7 Aspects of Writing from Screenwriter Aaron Sorkin

I used to listen to the radio so much I actually played it all night while I slept when I was a teenager. Then I stopped for about thirty-five years and just started again this past weekend when it occurred to me it’s a really easy way to listen to music without getting up and changing the CD all the time.

So I was listening one day when I found myself in the middle of the most wonderful interview with Aaron Sorkin, the screenwriter responsible for A Few Good Men, Social Network, and West Wing.

Sorkin was promoting his new television drama called The Newsroom on HBO, starring Sam Waterston and Jeff Daniels.

And I’ll tell you, although I haven’t watched television in fifteen years, after listening to Sorkin talk about writing and storytelling and the work he does I am ready to watch that darn show.

Sorkin speaks so intelligently and so beautifully about our craft:

  1. dialog

    “I love the sound of dialog. It’s like music to me. David Mamet is the master of writing two people communicating who don’t know how to communicate. I like to take characters who are hyper-articulate and see what happens when you give them a silence when they can’t think of what to say.”

  2. action

    “In A Few Good Men I had Tom Cruise driving along and pull over to pick up a copy of Sports Illustrated. He pulls over, hops out, buys the magazine, and hops back in again. That’s about as active as my action scenes get.”

  3. complex character

    “Don’t confuse me with my characters. I have never in my life written autobiographical.”

    This isn’t Sorkin speaking about himself below: this is a character he created. Study how much contrast, backstory, and information he’s packed into a single line:

    ‘I’m a registered Republican—I only seem liberal because I believe hurricanes are caused by high barometric pressure and not gay marriage.’—Jeff Daniels as Will McAvoy, protagonist of The Newsroom

  4. reader investment

    “In thinking about writing a show about the news, I didn’t want to invent catastrophes for my characters to cover. It finally hit me I could use recent news events. That way the audience knows more about what’s happening than the characters, and I can use that leverage.

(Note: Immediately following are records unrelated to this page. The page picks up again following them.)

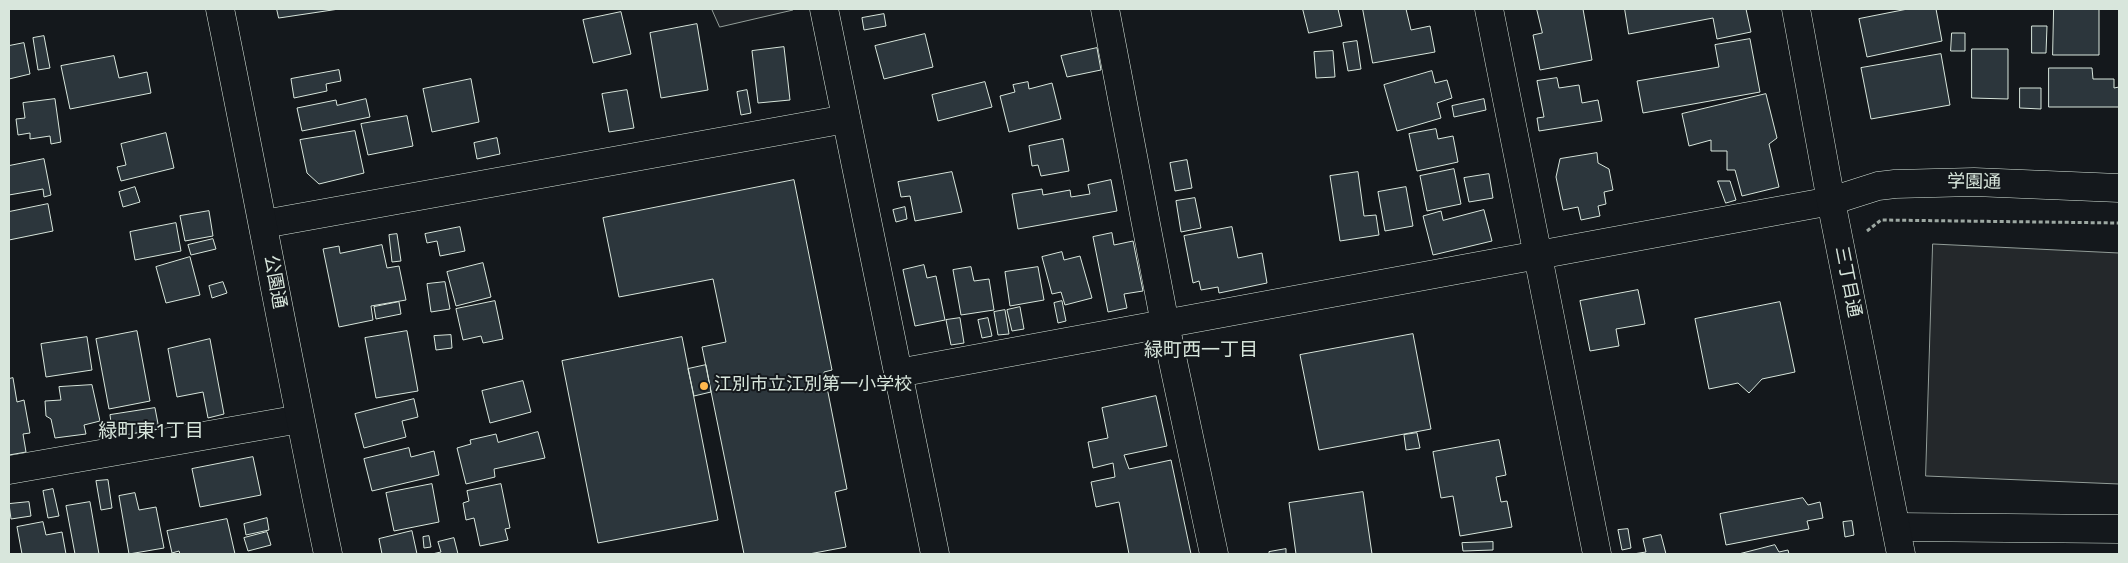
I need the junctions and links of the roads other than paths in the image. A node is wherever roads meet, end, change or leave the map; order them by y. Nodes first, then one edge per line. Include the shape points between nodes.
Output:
1 (220, 9) edge
2 (824, 9) edge
3 (1105, 9) edge
4 (1489, 9) edge
5 (1796, 9) edge
6 (846, 120) junction
7 (2119, 188) edge
8 (1831, 201) junction
9 (264, 224) junction
10 (1538, 256) junction
11 (1166, 324) junction
12 (898, 373) junction
13 (300, 419) junction
14 (9, 470) edge
15 (1896, 527) junction
16 (2119, 529) edge
17 (328, 554) edge
18 (935, 554) edge
19 (1214, 554) edge
20 (1597, 554) edge
21 (1901, 554) edge

1 - 9 street, 公園通
2 - 6 street
3 - 11 street
4 - 10 street
5 - 8 street, 三丁目通
6 - 9 street
6 - 12 street
7 - 8 street, 学園通 via 1974,182 1895,184
8 - 10 street, 学園通
8 - 15 street, 三丁目通
9 - 13 street, 公園通
10 - 11 street, 学園通
10 - 20 street
11 - 12 street, 学園通
11 - 19 street
12 - 18 street
13 - 14 street
13 - 17 street, 公園通
15 - 16 street
15 - 21 street, 三丁目通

    “The audience wants to yell at the screen, ‘I know how this is going to turn out! Pay attention!‘”

  5. conflict

    “I have people surrounding me who help me find the point of conflict in a scene: the information, be it the BP oil spill or immigrations.”

  6. theme

    “I like to show that it’s okay to be alone in a big city if you can find a workplace family.

    “And I like heroes who don’t wear disguises in the real world.

    “You think, ‘Why can’t that be the real world?'”

  7. reader sympathy

    “We connect to people who are trying. And we connect a lot to people who are failing a lot. Because that’s what we do.”

Suddenly, I love Aaron Sorkin.

DISCLAIMER: I’m probably misquoting him like crazy because I listened to this instead of reading it, but you can get the real quotes from the NPR interview transcript.

2nd DISCLAIMER: When I worked in offices in the old days, maybe it was just us, but we never french-kissed on the public stairs. We took long lunch hours like civilized people.